(Recorded data)
━━━━

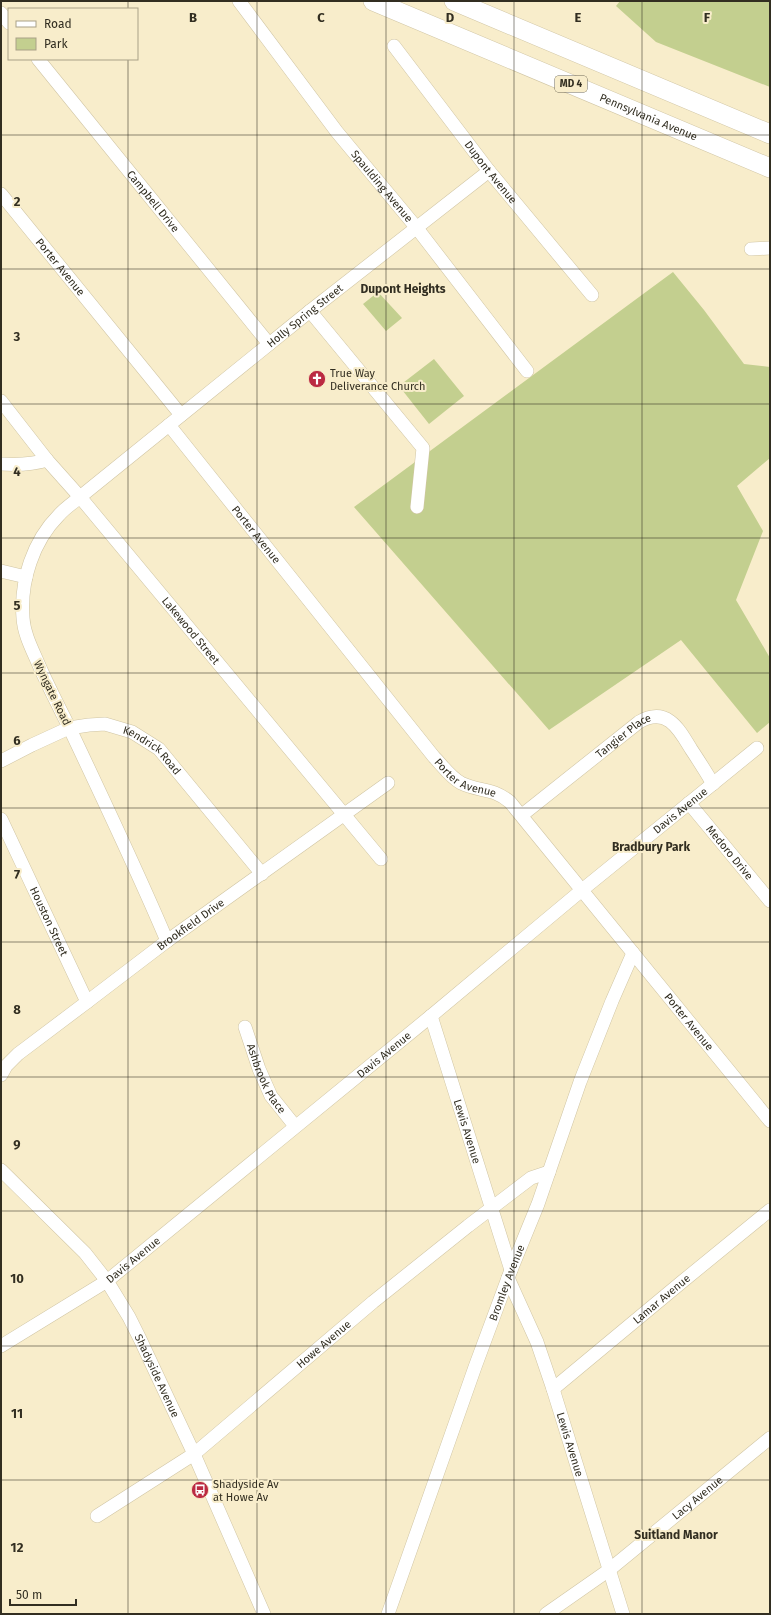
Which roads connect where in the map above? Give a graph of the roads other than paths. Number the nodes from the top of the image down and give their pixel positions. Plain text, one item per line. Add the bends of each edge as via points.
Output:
1 (239, 1) edge
2 (373, 1) edge
3 (454, 1) edge
4 (1, 13) edge
5 (8, 22) edge
6 (394, 46) dead end
7 (39, 60) edge
8 (770, 134) edge
9 (770, 168) edge
10 (489, 171) junction
11 (1, 194) edge
12 (416, 227) junction
13 (770, 248) edge
14 (751, 249) dead end
15 (592, 295) dead end
16 (310, 311) junction
17 (269, 344) junction
18 (527, 371) dead end
19 (1, 401) edge
20 (181, 415) junction
21 (169, 425) junction
22 (47, 460) junction
23 (1, 464) edge
24 (122, 464) joint
25 (80, 497) junction
26 (417, 507) dead end
27 (1, 571) edge
28 (26, 577) junction
29 (69, 728) junction
30 (757, 748) dead end
31 (1, 761) edge
32 (388, 783) dead end
33 (713, 784) junction
34 (689, 803) junction
35 (343, 814) junction
36 (522, 815) junction
37 (1, 819) edge
38 (381, 859) dead end
39 (262, 874) junction
40 (582, 890) junction
41 (770, 901) edge
42 (167, 941) junction
43 (633, 953) junction
44 (87, 1002) junction
45 (432, 1016) junction
46 (245, 1027) dead end
47 (3, 1065) edge
48 (770, 1121) edge
49 (295, 1126) junction
50 (1, 1170) edge
51 (549, 1172) junction
52 (491, 1208) junction
53 (770, 1210) edge
54 (509, 1274) junction
55 (107, 1280) junction
56 (1, 1346) edge
57 (554, 1389) junction
58 (770, 1438) edge
59 (194, 1454) junction
60 (97, 1516) dead end
61 (609, 1570) junction
62 (264, 1614) edge
63 (388, 1614) edge
64 (546, 1614) edge
65 (623, 1614) edge

1 - 12 street, Spaulding Avenue via 337,132
2 - 9 highway, Pennsylvania Avenue / MD 4
3 - 8 highway
4 - 5 street
6 - 10 street, Dupont Avenue
7 - 17 street, Campbell Drive
10 - 12 street, Holly Spring Street
10 - 15 street, Dupont Avenue
11 - 20 street, Porter Avenue
12 - 16 street, Holly Spring Street
12 - 18 street, Spaulding Avenue
13 - 14 street
16 - 17 street, Holly Spring Street
16 - 26 street via 423,448
17 - 20 street, Holly Spring Street
19 - 22 street, Lakewood Street
20 - 21 street, Holly Spring Street
21 - 24 street, Holly Spring Street
21 - 36 street, Porter Avenue via 434,757 459,782 500,795
22 - 23 street via 34,464
22 - 25 street, Lakewood Street
24 - 25 street, Wyngate Road
25 - 28 street, Wyngate Road via 59,514 45,532 33,554
25 - 35 street, Lakewood Street
27 - 28 street
28 - 29 street, Wyngate Road via 23,613 27,636
29 - 31 street, Kendrick Road
29 - 39 street, Kendrick Road via 96,724 117,726 154,746 190,785
29 - 42 street, Wyngate Road
30 - 33 street, Davis Avenue
32 - 35 street, Brookfield Drive
33 - 34 street, Davis Avenue
33 - 36 street, Tangier Place via 678,727 664,718 652,717 639,722
34 - 40 street, Davis Avenue
34 - 41 street, Medoro Drive
35 - 38 street, Lakewood Street
35 - 39 street, Brookfield Drive
36 - 40 street, Porter Avenue
37 - 44 street, Houston Street
39 - 42 street, Brookfield Drive
40 - 43 street, Porter Avenue
40 - 45 street, Davis Avenue
42 - 44 street, Brookfield Drive
43 - 48 street, Porter Avenue
43 - 51 street, Bromley Avenue via 590,1057
44 - 47 street, Brookfield Drive
45 - 49 street, Davis Avenue
45 - 52 street, Lewis Avenue
46 - 49 street, Ashbrook Place via 269,1092
49 - 55 street, Davis Avenue
50 - 55 street, Shadyside Avenue via 76,1243
51 - 52 street, Howe Avenue via 531,1178
51 - 54 street, Bromley Avenue
52 - 54 street, Lewis Avenue
52 - 59 street, Howe Avenue via 373,1302
53 - 57 street, Lamar Avenue
54 - 57 street, Lewis Avenue
54 - 63 street, Bromley Avenue
55 - 56 street, Davis Avenue
55 - 59 street, Shadyside Avenue via 140,1339
57 - 61 street, Lewis Avenue
58 - 61 street, Lacy Avenue
59 - 60 street, Howe Avenue
59 - 62 street, Shadyside Avenue
61 - 64 street, Lacy Avenue
61 - 65 street, Lewis Avenue

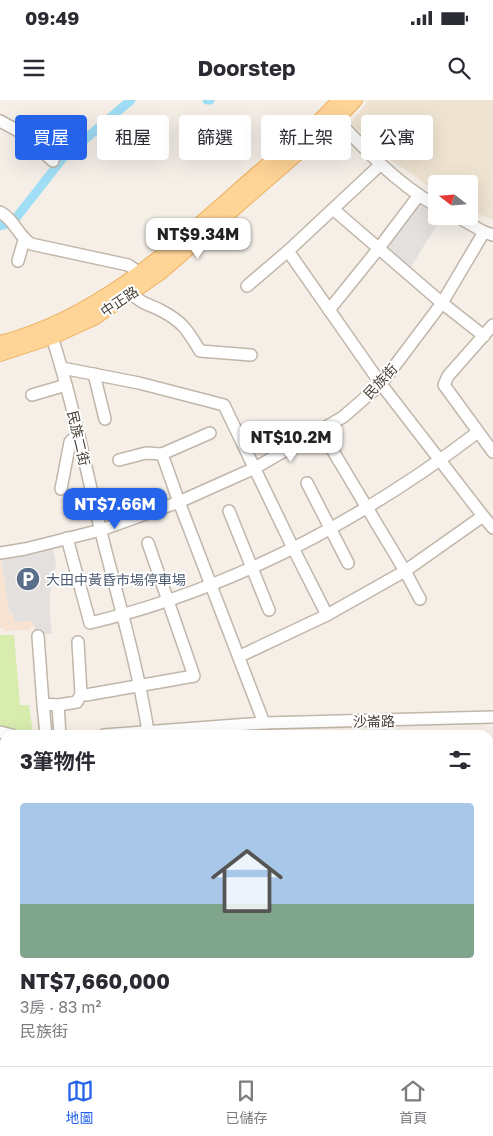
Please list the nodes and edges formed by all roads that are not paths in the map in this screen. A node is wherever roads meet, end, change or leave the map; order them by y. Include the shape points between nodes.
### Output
1 (339, 100) edge
2 (355, 100) edge
3 (333, 115) joint
4 (0, 121) edge
5 (351, 134) edge
6 (273, 160) edge
7 (284, 160) edge
8 (53, 161) dead end
9 (380, 165) junction
10 (419, 195) junction
11 (428, 201) edge
12 (333, 208) junction
13 (3, 213) edge
14 (473, 225) edge
15 (488, 233) edge
16 (24, 240) junction
17 (379, 248) junction
18 (288, 251) junction
19 (18, 261) dead end
20 (140, 273) junction
21 (247, 286) dead end
22 (131, 293) junction
23 (442, 303) junction
24 (329, 310) junction
25 (493, 325) edge
26 (484, 336) junction
27 (52, 337) junction
28 (0, 342) edge
29 (0, 354) edge
30 (252, 354) dead end
31 (62, 368) junction
32 (94, 374) junction
33 (381, 384) junction
34 (66, 385) junction
35 (32, 395) dead end
36 (105, 419) dead end
37 (321, 431) junction
38 (478, 432) junction
39 (210, 433) dead end
40 (78, 434) junction
41 (493, 452) edge
42 (162, 454) junction
43 (119, 460) dead end
44 (441, 460) junction
45 (255, 468) junction
46 (307, 483) dead end
47 (61, 489) dead end
48 (179, 502) junction
49 (367, 508) junction
50 (229, 511) dead end
51 (483, 516) junction
52 (493, 528) edge
53 (101, 530) junction
54 (330, 530) junction
55 (67, 538) junction
56 (148, 542) dead end
57 (293, 548) junction
58 (0, 553) edge
59 (348, 563) dead end
60 (253, 567) junction
61 (406, 571) junction
62 (212, 584) junction
63 (420, 599) dead end
64 (169, 600) junction
65 (269, 610) dead end
66 (123, 614) junction
67 (327, 615) junction
68 (38, 636) dead end
69 (78, 642) dead end
70 (240, 656) junction
71 (140, 686) junction
72 (86, 695) dead end
73 (43, 704) junction
74 (58, 705) junction
75 (493, 717) edge
76 (264, 723) junction
77 (46, 730) edge
78 (60, 730) edge
79 (148, 730) edge
80 (162, 730) edge

1 - 3 main road, 中正路
2 - 3 main road, 中正路
4 - 8 street via 22,133
5 - 9 street
6 - 20 main road, 中正路
7 - 22 main road, 中正路 via 160,273
9 - 10 street
9 - 12 street
10 - 11 street
10 - 17 street
12 - 17 street
12 - 18 street
13 - 16 street
14 - 15 street
15 - 23 street, 民族街
16 - 19 street
16 - 20 street via 128,265
17 - 23 street
17 - 24 street
18 - 21 street
18 - 24 street
20 - 28 main road, 中正路 via 83,309 26,335
22 - 27 main road, 中正路 via 94,318
22 - 30 street via 141,303 177,320 200,351
23 - 26 street
23 - 33 street, 民族街
24 - 33 street
25 - 26 street
26 - 38 street via 448,376 444,385
27 - 29 main road, 中正路
27 - 31 street, 民族二街
31 - 32 street
31 - 34 street, 民族二街
32 - 36 street
32 - 45 street via 224,405
33 - 37 street, 民族街 via 343,417
33 - 44 street
34 - 35 street
34 - 40 street, 民族二街
37 - 45 street, 民族街
37 - 49 street
38 - 41 street
38 - 44 street
39 - 42 street
40 - 47 street via 70,442
40 - 53 street, 民族二街
42 - 43 street via 146,453
42 - 48 street
44 - 49 street
44 - 51 street
45 - 48 street, 民族街
45 - 57 street
46 - 54 street
48 - 53 street, 民族街
48 - 62 street
49 - 54 street
49 - 61 street
50 - 60 street
51 - 52 street
51 - 61 street
53 - 55 street, 民族街
53 - 66 street, 民族二街
54 - 57 street
54 - 59 street
55 - 58 street, 民族街
55 - 66 street via 90,622
56 - 64 street
57 - 60 street
57 - 67 street
60 - 62 street
60 - 65 street
61 - 63 street
61 - 67 street
62 - 64 street
62 - 70 street
64 - 66 street
64 - 71 street via 194,676
66 - 71 street, 民族二街
67 - 70 street
68 - 73 street
69 - 74 street via 81,694 77,702
70 - 76 street
71 - 72 street
71 - 79 street, 民族二街
73 - 74 street
73 - 77 street
74 - 78 street
75 - 76 street, 沙崙路
76 - 80 street, 沙崙路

━━━━

— Problem details —
Read the lines above. Gather those in which the string "Lakewood" is found.

— Task answer —
19 - 22 street, Lakewood Street
22 - 25 street, Lakewood Street
25 - 35 street, Lakewood Street
35 - 38 street, Lakewood Street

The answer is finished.